Improving vmtk-centerline detection

I am trying to get the centerline for a very intricate tree-like structure. While the centerline computation gets most of the structure, there are still branches that it does not cover despite there being endpoints on those branches. Are there any ways I can improve the coverge?

I went through http://lantiga.github.com/media/AntigaPhDThesis.pdf and I get that:

  1. Voronoi smoothing can help with increasing branching coverage
  2. It may help to change the sphere radius that has been hardcoded (r= k*d)

But I am not sure how I can tune these parameters through the 3DSlicer UI.

Would anyone have any suggestions?

Thanks!

Do you use network extraction or centerline extraction?

If you use centerline extraction, you may need to move the automatically detected endpoints a bit closer (further up towards the parent branch) to make sure a path can be found to it.

You can enable “Developer mode” in application settings and then click on the “Edit” button in the “Extract Centerline” module GUI and then you can edit all the parameters.

Voronoi smoothing is not available since VTK-9.2 introduced some backward-incompatible changes, but it should not matter, as it generally just barely improved connectivity if at all.

I use centerline extraction.

Okay, right.

As I am working on a big volume, it might not be possible to move all of the points manually. Can you suggest any methods to train a network to predict the endpoints better?

Thank you for your help!

It should be possible to slightly adjust the automatic endpoint detection function to snap to the closest Voronoi surface point that has sufficiently large associated radius. For the implementation you can use VTK threshold filter to remove points of the Voronoi surface that has small associated radius, then use a locator to find closest point on this reduced surface. It would probably not take more than 15-20 lines of Python code in total. The script repository and Bing Chat or ChatGPT should be able to give you all the code snippets you need but if you get stuck then you can ask us here.

Thank you for your response!

A couple of questions:

  1. Wouldn’t removing points with small associated radius also remove connections of thin branch points?

  2. Should these new points be used along with the automatic detection?

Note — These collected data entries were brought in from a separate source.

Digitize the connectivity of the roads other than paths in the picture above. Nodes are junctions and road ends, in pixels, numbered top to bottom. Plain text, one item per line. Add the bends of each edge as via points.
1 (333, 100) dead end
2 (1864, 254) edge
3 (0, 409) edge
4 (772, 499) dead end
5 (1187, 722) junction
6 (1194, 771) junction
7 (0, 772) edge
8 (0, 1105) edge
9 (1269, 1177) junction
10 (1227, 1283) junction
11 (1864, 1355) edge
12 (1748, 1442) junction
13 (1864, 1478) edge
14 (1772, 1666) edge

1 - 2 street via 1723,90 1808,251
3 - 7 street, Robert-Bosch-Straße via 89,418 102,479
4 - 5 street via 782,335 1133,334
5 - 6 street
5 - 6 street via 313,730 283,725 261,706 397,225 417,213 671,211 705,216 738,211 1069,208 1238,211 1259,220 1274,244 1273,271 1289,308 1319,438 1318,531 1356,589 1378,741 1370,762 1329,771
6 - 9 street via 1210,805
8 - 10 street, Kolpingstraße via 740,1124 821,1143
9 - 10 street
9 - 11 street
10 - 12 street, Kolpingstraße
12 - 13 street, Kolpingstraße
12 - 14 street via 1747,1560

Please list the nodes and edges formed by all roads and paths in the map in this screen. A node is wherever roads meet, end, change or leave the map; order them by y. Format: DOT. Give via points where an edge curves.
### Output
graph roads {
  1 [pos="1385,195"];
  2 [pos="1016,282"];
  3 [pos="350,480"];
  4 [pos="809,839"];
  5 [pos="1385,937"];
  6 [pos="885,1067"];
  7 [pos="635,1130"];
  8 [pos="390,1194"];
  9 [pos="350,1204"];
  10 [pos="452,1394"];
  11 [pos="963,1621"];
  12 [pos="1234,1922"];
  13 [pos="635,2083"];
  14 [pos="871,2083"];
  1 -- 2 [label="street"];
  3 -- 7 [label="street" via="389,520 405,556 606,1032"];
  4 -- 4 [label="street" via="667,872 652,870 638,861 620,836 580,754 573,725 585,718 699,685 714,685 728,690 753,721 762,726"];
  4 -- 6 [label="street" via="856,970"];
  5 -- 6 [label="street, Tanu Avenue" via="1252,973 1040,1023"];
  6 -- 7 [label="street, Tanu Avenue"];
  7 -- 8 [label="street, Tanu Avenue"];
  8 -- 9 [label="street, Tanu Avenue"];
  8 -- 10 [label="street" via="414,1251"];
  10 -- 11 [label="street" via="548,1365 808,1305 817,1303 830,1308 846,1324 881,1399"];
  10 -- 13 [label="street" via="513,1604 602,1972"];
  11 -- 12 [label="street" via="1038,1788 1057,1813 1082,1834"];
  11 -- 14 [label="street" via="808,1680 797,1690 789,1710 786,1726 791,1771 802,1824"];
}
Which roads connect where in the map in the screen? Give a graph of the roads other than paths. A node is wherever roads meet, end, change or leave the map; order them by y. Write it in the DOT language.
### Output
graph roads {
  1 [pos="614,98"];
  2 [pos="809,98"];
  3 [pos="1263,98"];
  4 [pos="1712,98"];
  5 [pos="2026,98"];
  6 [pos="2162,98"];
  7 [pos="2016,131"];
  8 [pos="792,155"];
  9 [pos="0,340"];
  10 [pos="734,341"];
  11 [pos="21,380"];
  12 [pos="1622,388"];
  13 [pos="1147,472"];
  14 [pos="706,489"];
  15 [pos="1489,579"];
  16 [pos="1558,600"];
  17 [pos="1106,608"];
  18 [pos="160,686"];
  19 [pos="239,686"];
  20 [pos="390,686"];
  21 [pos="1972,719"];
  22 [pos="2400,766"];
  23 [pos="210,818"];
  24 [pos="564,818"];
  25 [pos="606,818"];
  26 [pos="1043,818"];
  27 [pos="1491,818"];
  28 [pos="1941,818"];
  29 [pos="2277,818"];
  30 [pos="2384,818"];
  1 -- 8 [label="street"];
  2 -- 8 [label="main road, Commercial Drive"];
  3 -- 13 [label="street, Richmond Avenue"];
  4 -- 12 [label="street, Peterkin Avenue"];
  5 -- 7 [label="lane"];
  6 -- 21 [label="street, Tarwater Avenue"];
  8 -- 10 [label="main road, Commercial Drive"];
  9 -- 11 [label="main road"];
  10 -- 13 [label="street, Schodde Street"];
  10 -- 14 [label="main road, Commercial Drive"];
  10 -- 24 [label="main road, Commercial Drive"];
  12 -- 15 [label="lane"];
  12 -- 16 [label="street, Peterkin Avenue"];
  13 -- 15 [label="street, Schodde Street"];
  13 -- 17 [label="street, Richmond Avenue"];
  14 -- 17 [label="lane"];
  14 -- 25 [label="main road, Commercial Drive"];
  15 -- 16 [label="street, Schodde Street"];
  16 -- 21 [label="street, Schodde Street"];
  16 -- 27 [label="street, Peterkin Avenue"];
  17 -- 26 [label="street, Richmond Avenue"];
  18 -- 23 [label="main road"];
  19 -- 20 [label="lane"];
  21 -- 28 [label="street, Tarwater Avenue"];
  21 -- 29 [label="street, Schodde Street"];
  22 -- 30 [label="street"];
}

  3. Do I simply use these new points for centerline detection or do is there any other intermediate step? I tried using just the new endpoints for the detection and also the new points combined with the automatically detected points. Each time there was barely a centerline formed and I received this error message on the console:

[VTK] vtkvmtkSteepestDescentLineTracer (0000017EAB6FA3B0): Can’t find a steepest descent edge. Target not reached.
[VTK] Warning: In vtkvmtkSteepestDescentLineTracer.cxx, line 240
[VTK] vtkvmtkSteepestDescentLineTracer (0000017EAB6FA3B0): Degenerate descent detected. Target not reached.
[VTK] Warning: In vtkvmtkSteepestDescentLineTracer.cxx, line 240

It would not remove any connections, it would only make the centerline shorter by a fraction of a millimeter.

You would add this as a preprocessing step in centerline extraction: you would not use the raw input that the user provides (that may come from manual specification or automatic endpoint detection) but first you would snap the points to the Voronoi diagram.

There might be a bug in the implementation. Could you please send a link to your github repository/branch where you added this?

You can find the implementation here: GitHub - bhavika-g/vmtk

I misunderstood your suggestion earlier so I have made edits now, but the application/code seems to freeze for a very long time (24+ hours) at the “markupsNode.AddControlPoint(point[0], point[1], point[2])” line.